→ **Work request**: Go through the listing below. Copy each line that has the string "numbered".

→ **The input**:
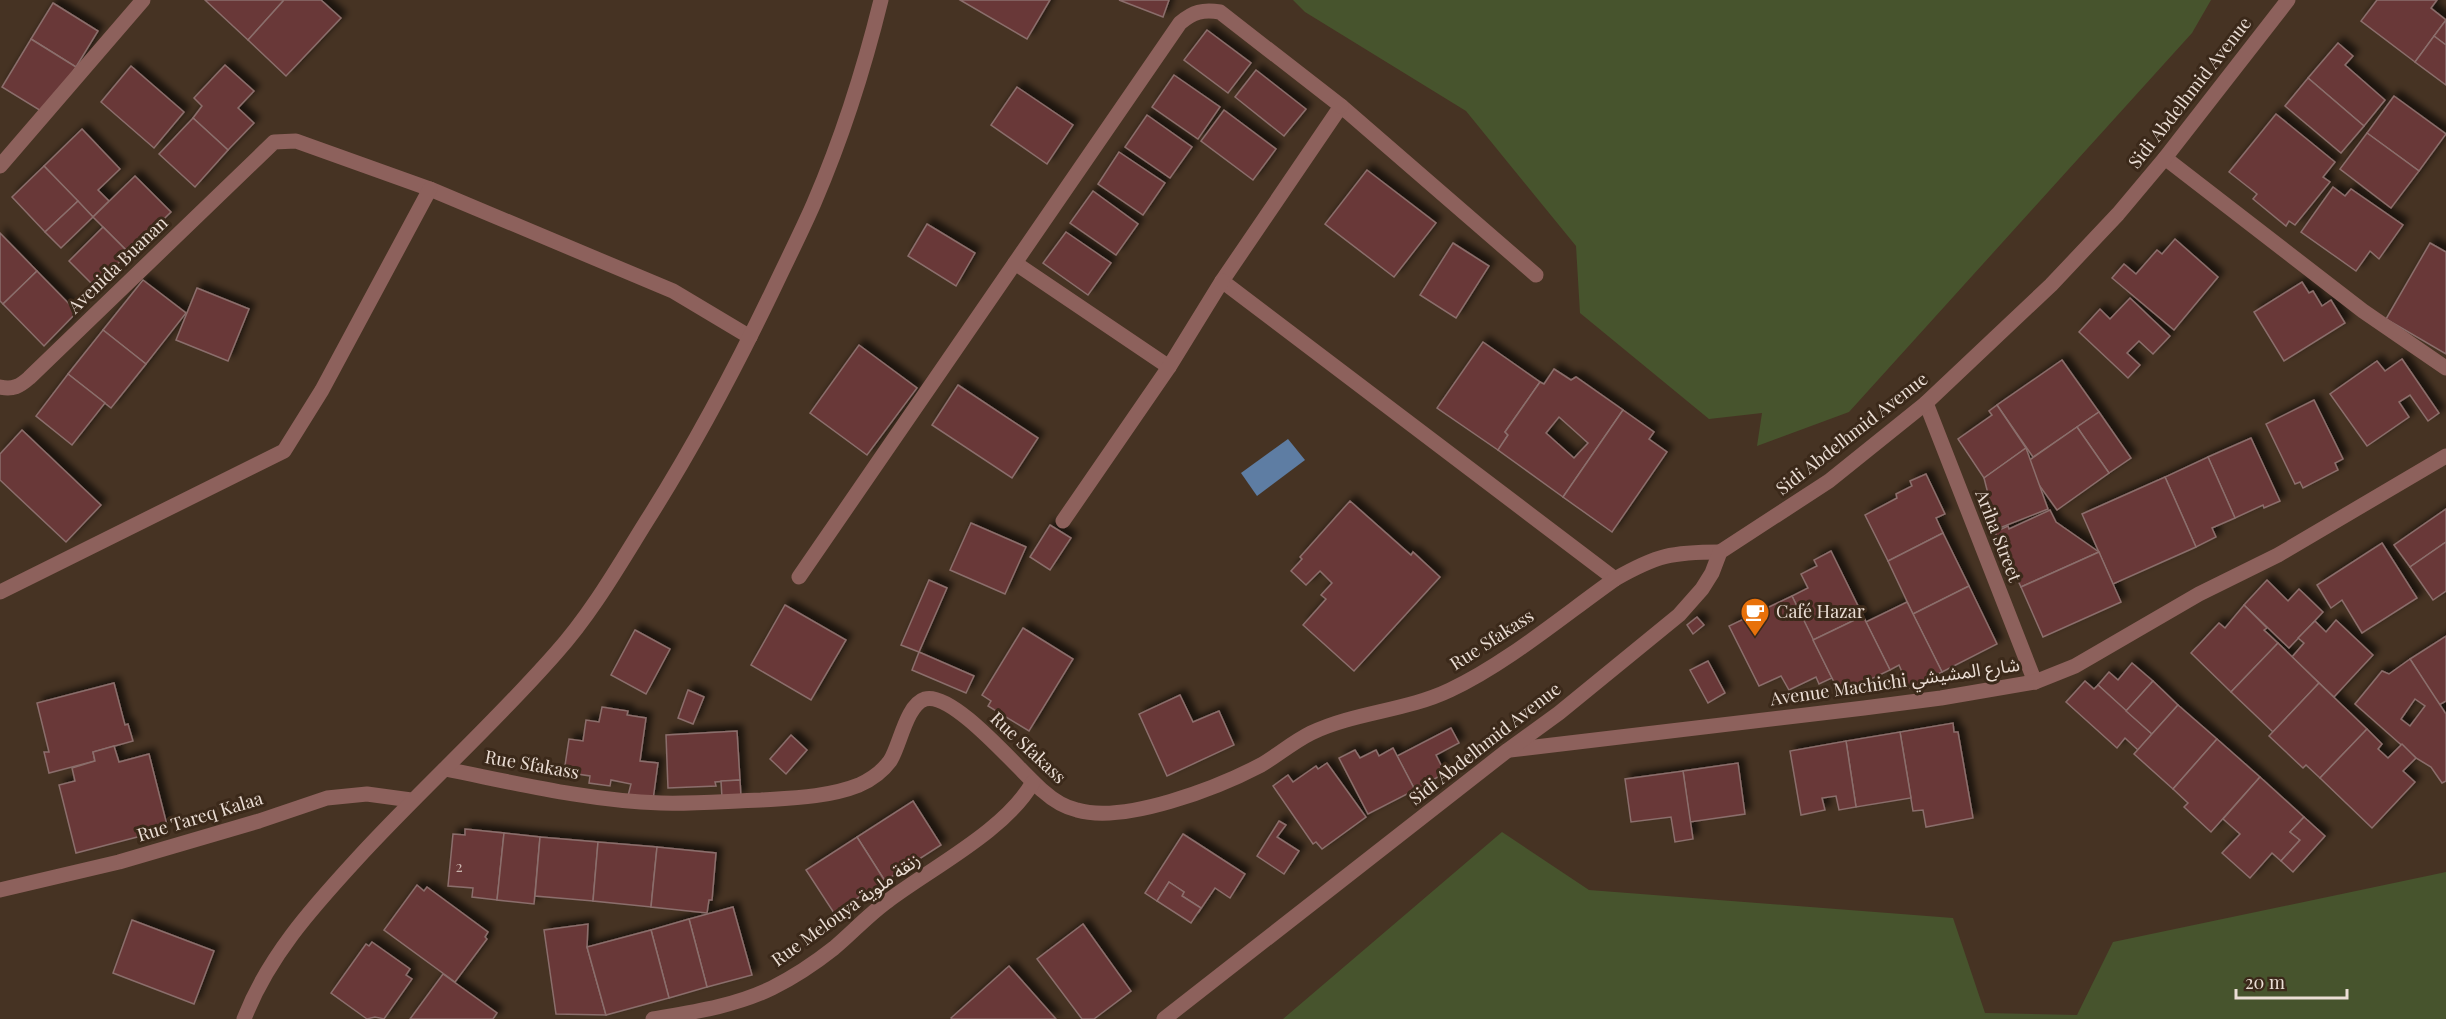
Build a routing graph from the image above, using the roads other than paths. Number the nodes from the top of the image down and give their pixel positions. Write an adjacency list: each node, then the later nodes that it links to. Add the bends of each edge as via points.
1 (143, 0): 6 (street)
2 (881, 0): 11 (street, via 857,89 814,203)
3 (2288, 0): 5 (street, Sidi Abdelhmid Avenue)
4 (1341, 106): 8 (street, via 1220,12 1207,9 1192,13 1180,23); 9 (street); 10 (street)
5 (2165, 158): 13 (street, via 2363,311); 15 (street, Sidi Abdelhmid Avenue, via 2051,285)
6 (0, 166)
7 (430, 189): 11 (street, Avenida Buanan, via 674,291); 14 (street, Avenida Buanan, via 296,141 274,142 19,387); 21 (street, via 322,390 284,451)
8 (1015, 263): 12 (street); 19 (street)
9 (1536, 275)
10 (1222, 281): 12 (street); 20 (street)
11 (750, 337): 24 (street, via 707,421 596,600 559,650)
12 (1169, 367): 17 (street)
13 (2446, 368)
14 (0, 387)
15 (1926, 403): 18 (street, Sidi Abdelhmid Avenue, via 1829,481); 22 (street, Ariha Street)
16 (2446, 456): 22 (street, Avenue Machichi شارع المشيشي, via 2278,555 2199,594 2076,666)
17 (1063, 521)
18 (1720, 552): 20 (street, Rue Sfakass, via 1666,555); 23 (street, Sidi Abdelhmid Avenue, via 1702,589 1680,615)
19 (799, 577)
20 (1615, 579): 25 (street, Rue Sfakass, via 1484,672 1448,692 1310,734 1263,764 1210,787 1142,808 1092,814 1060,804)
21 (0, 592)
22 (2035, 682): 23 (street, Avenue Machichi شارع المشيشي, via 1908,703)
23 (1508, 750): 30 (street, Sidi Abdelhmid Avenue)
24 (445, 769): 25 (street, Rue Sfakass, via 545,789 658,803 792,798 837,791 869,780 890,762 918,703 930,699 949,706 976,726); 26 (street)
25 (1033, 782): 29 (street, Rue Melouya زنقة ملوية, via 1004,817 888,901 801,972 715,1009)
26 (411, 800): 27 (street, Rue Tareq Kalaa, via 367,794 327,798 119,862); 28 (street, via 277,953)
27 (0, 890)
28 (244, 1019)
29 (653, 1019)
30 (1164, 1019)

---

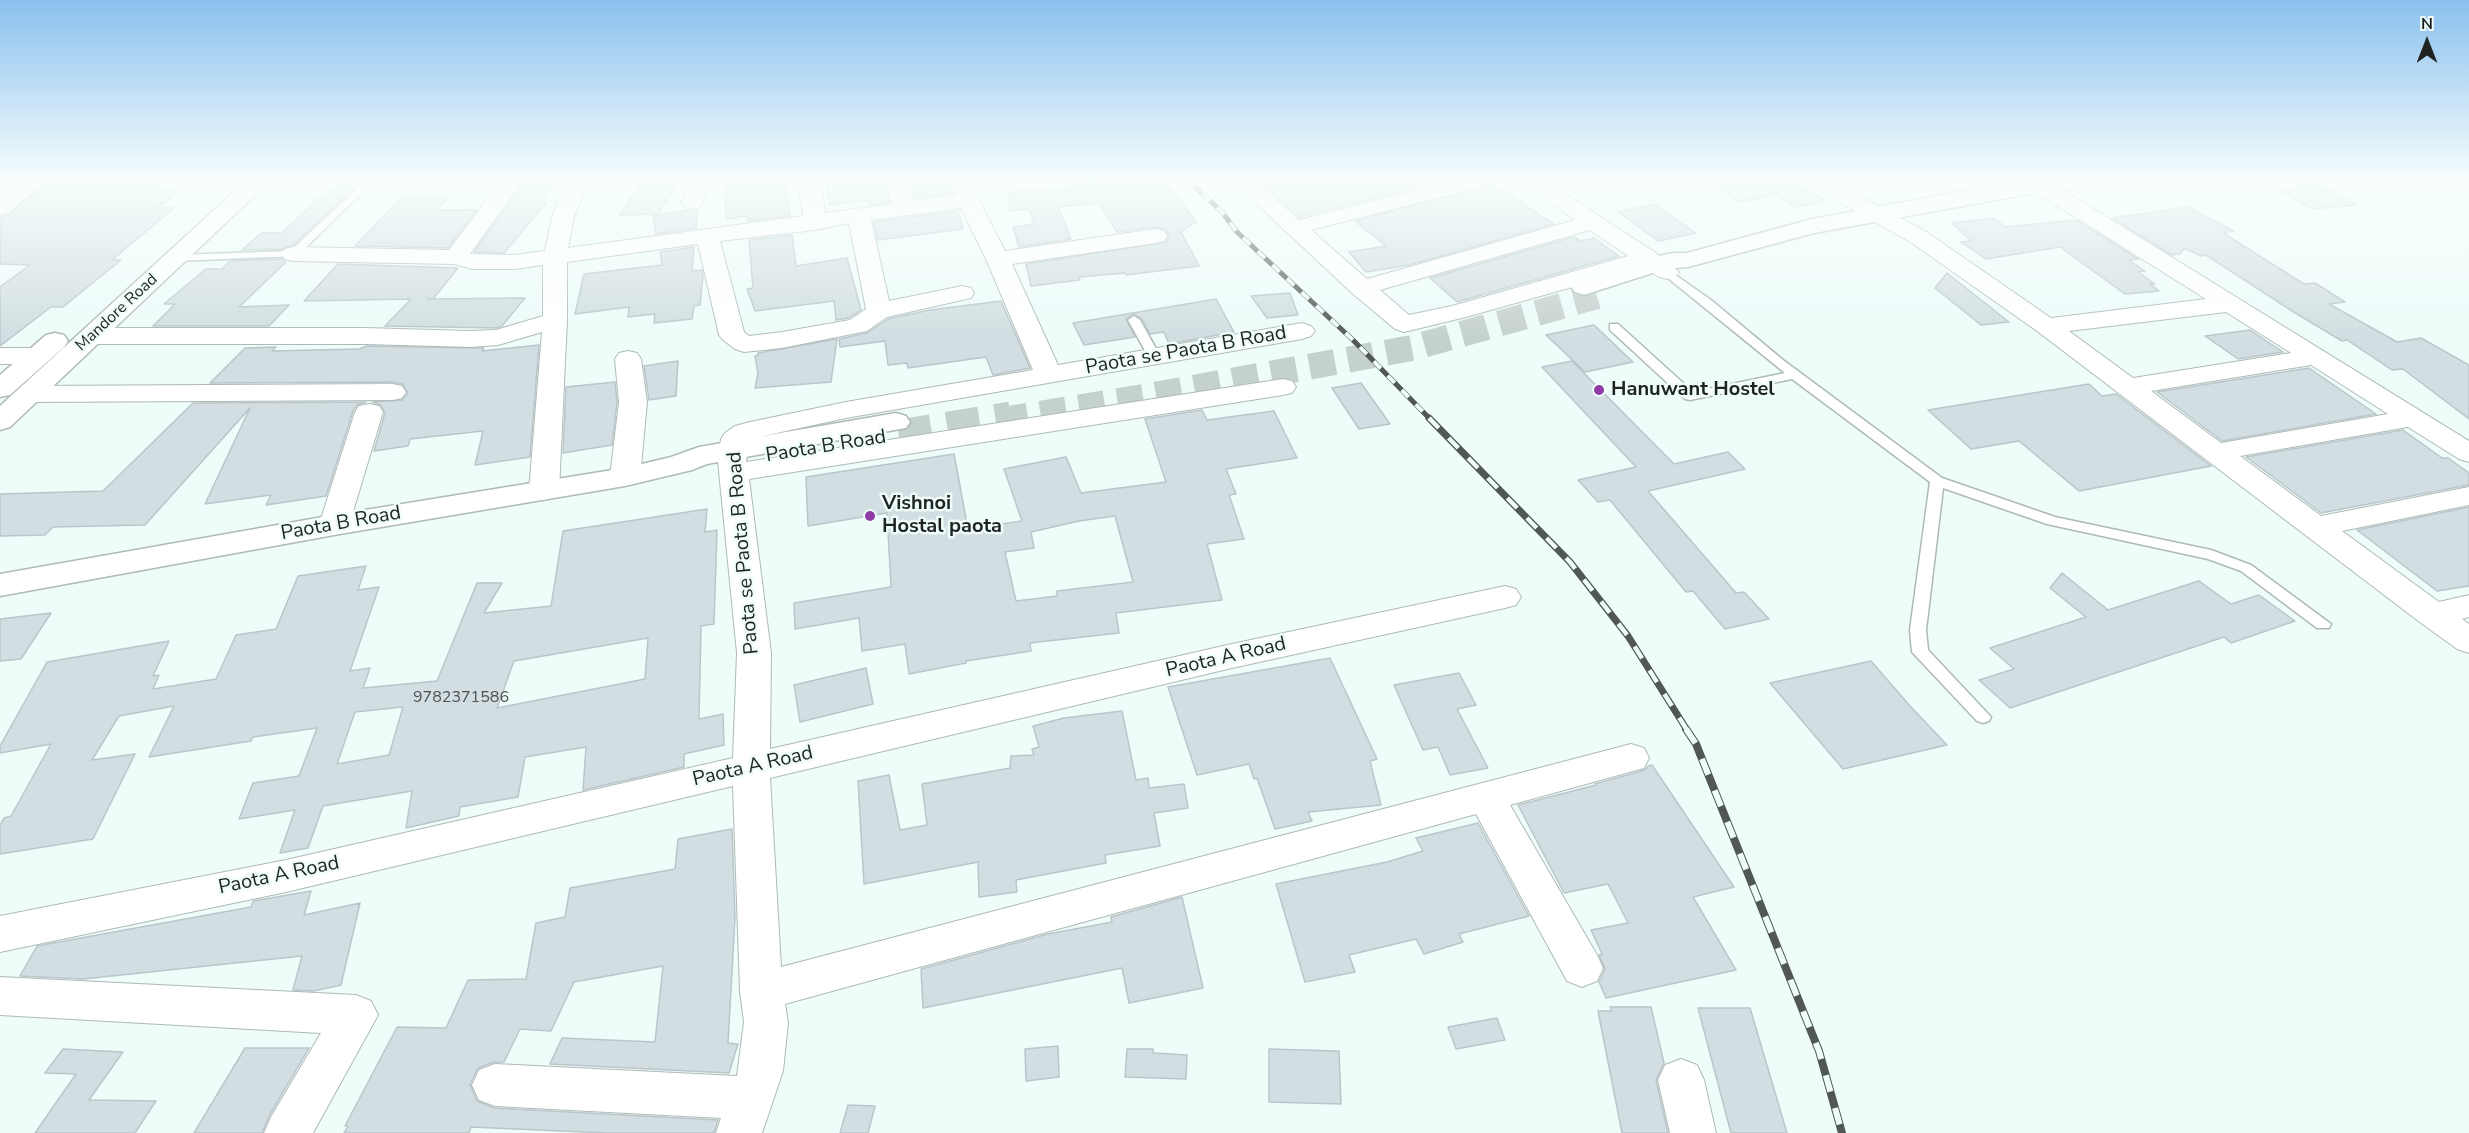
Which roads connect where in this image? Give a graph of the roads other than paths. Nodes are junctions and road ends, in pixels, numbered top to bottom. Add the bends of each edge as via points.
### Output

* * *

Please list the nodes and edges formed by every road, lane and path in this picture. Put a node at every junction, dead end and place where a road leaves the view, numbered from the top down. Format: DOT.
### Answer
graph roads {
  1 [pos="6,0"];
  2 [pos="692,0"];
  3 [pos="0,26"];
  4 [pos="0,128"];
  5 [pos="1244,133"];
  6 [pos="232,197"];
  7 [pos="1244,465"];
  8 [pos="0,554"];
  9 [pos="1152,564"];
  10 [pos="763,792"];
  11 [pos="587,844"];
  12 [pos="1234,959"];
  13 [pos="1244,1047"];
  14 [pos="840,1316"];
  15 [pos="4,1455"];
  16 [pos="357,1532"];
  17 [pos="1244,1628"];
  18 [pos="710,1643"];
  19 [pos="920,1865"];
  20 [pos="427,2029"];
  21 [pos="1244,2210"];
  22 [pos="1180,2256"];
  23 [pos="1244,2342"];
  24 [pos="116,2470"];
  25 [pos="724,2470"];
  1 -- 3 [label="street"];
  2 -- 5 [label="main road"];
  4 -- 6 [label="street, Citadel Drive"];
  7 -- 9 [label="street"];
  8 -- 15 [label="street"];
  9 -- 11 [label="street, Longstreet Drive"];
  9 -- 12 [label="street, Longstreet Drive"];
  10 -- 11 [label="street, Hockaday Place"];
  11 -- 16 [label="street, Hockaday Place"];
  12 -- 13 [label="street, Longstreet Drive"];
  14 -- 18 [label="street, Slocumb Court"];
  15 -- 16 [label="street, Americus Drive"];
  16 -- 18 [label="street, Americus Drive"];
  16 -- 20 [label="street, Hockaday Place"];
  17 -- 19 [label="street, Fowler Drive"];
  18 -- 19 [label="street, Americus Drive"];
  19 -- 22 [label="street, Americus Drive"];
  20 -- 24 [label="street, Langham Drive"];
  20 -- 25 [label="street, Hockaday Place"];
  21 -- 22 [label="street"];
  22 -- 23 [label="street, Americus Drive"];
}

→ **Written response**:
Which roads connect where in this image? Give a graph of the roads other than paths. Nodes are junctions and road ends, in pixels, numbered top to bottom. Add the bends of each edge as via points.
Please list the nodes and edges formed by every road, lane and path in this picture. Put a node at every junction, dead end and place where a road leaves the view, numbered from the top down. Format: DOT.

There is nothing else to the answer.